Will hedge funds be where all the leverage goes?

  • Share
  • Read Later

Nouriel Roubini thinks hedge funds are toast. A friend of mine in the business e-mails a different view:

RE: MS and GS becoming banks and the SEC’s role: the SEC, if it has not permanently discredited itself w/ lack of action (perhaps not wholly its fault), may get a new lease on life by regulating hedge funds.

Think of the following chart, moving from “low leverage, stable funding” to “high leverage, unstable funding”:

Asset managers—-Insurance Companies—-Banks—-Brokerages—-Hedge Funds

Interestingly, the prime brokerage business, a source of enormous fees, pitted brokerages against banks in the chase to finance hedge funds’ levered bets for fees. Suddenly, when hedge funds realized all their securities could get tied up in bankruptcy proceedings, GS, MS, MER, etc. found their prime brokerage business fleeing to Deutsche, BNP, JPM, etc.

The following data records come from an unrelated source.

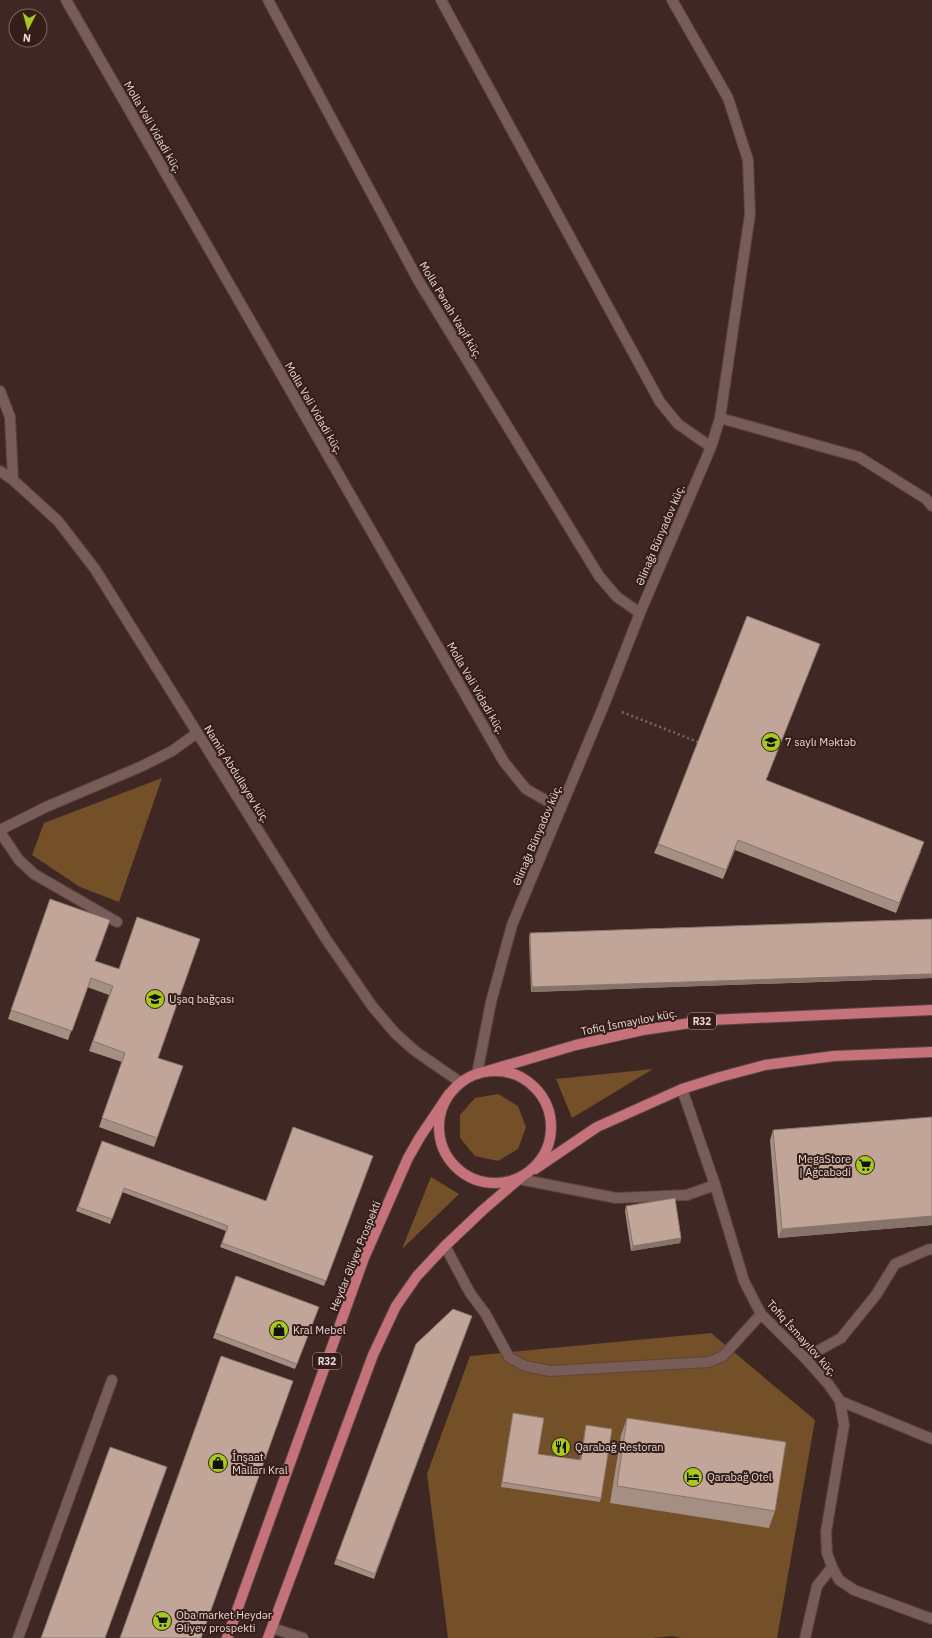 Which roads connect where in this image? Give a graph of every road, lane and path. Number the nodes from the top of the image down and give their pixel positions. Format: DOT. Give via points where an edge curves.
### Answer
graph roads {
  1 [pos="66,0"];
  2 [pos="268,0"];
  3 [pos="440,0"];
  4 [pos="672,0"];
  5 [pos="0,391"];
  6 [pos="720,418"];
  7 [pos="711,447"];
  8 [pos="0,471"];
  9 [pos="13,480"];
  10 [pos="932,506"];
  11 [pos="640,613"];
  12 [pos="604,705"];
  13 [pos="197,733"];
  14 [pos="698,742"];
  15 [pos="561,809"];
  16 [pos="0,831"];
  17 [pos="117,922"];
  18 [pos="932,1010"];
  19 [pos="932,1052"];
  20 [pos="477,1074"];
  21 [pos="460,1082"];
  22 [pos="682,1089"];
  23 [pos="449,1094"];
  24 [pos="534,1169"];
  25 [pos="519,1179"];
  26 [pos="715,1185"];
  27 [pos="445,1246"];
  28 [pos="932,1249"];
  29 [pos="761,1314"];
  30 [pos="805,1358"];
  31 [pos="112,1380"];
  32 [pos="840,1401"];
  33 [pos="932,1439"];
  34 [pos="832,1566"];
  35 [pos="932,1619"];
  36 [pos="270,1633"];
  37 [pos="18,1638"];
  38 [pos="227,1638"];
  39 [pos="303,1638"];
  40 [pos="805,1638"];
  1 -- 15 [label="street, Molla Vəli Vidadi küç." via="504,762 526,789"];
  2 -- 11 [label="street, Molla Pənah Vaqif küç." via="426,293 600,576 617,597"];
  3 -- 7 [label="street" via="660,402 678,424"];
  4 -- 6 [label="street, Əlinağı Bünyadov küç." via="728,98 748,160 750,214"];
  5 -- 9 [label="street" via="10,417"];
  6 -- 7 [label="street, Əlinağı Bünyadov küç."];
  6 -- 10 [label="street" via="859,458 926,499"];
  7 -- 11 [label="street, Əlinağı Bünyadov küç."];
  8 -- 9 [label="street, Namiq Abdullayev küç."];
  9 -- 13 [label="street, Namiq Abdullayev küç." via="58,521 95,569"];
  11 -- 12 [label="street, Əlinağı Bünyadov küç."];
  12 -- 14 [label="path"];
  12 -- 15 [label="street, Əlinağı Bünyadov küç."];
  13 -- 16 [label="street" via="172,751 140,767 46,807"];
  13 -- 21 [label="street, Namiq Abdullayev küç." via="326,940 372,1006 415,1051"];
  15 -- 20 [label="street, Əlinağı Bünyadov küç." via="512,925 491,1002"];
  16 -- 17 [label="street" via="19,860 34,874"];
  18 -- 20 [label="main road, Tofiq İsmayılov küç. / R32" via="711,1020 643,1030 583,1043"];
  19 -- 22 [label="main road" via="834,1056 765,1065"];
  20 -- 21 [label="main road"];
  20 -- 24 [label="main road" via="496,1071 515,1074 532,1084 545,1098 551,1116 552,1135 546,1154"];
  21 -- 23 [label="main road"];
  22 -- 24 [label="main road" via="597,1127"];
  22 -- 26 [label="street, Tofiq İsmayılov küç."];
  23 -- 25 [label="main road" via="441,1109 438,1125 440,1142 447,1157 457,1169 487,1184 503,1184"];
  23 -- 38 [label="main road, Heydar Əliyev Prospekti / R32" via="408,1158 364,1258"];
  24 -- 25 [label="main road"];
  25 -- 26 [label="street" via="616,1198 687,1195"];
  25 -- 27 [label="main road"];
  26 -- 29 [label="street, Tofiq İsmayılov küç." via="744,1280"];
  27 -- 29 [label="street" via="509,1358 525,1366 550,1371 709,1362 723,1356"];
  27 -- 36 [label="main road" via="417,1276 396,1306 373,1355"];
  28 -- 30 [label="street" via="895,1264 876,1295 841,1338"];
  29 -- 30 [label="street, Tofiq İsmayılov küç."];
  30 -- 32 [label="street, Tofiq İsmayılov küç."];
  31 -- 37 [label="street"];
  32 -- 33 [label="street"];
  32 -- 34 [label="street, Tofiq İsmayılov küç." via="844,1425 826,1532 827,1553"];
  34 -- 35 [label="street, Tofiq İsmayılov küç." via="839,1580 854,1590"];
  34 -- 40 [label="street" via="817,1586"];
  36 -- 39 [label="street"];
}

In fact, GS, MS, etc. in many ways were 2 businesses: big hedge funds (GS’s prop trades make a majority of their revenues) AND financial market intermediation. So now, if the business you’re going to be in is intermediation, you have to have more capital. So the new leverage chart of the US financial system is now:

Asset managers—-Insurance Companies—-Banks—-Hedge Funds

Late next year (once fear of having no job dissipates and disillusionment w/ 2008’s and likely 2009 compensation sinks in), I forecast there will be massive exodus of staff from GS, MS, and MER to hedge funds. Ultimately, brokerages were an unstable hybrid of securities intermediation and leveraged speculation; it is safer, and makes more sense, to have highly leveraged speculation take place in a hedge fund structure.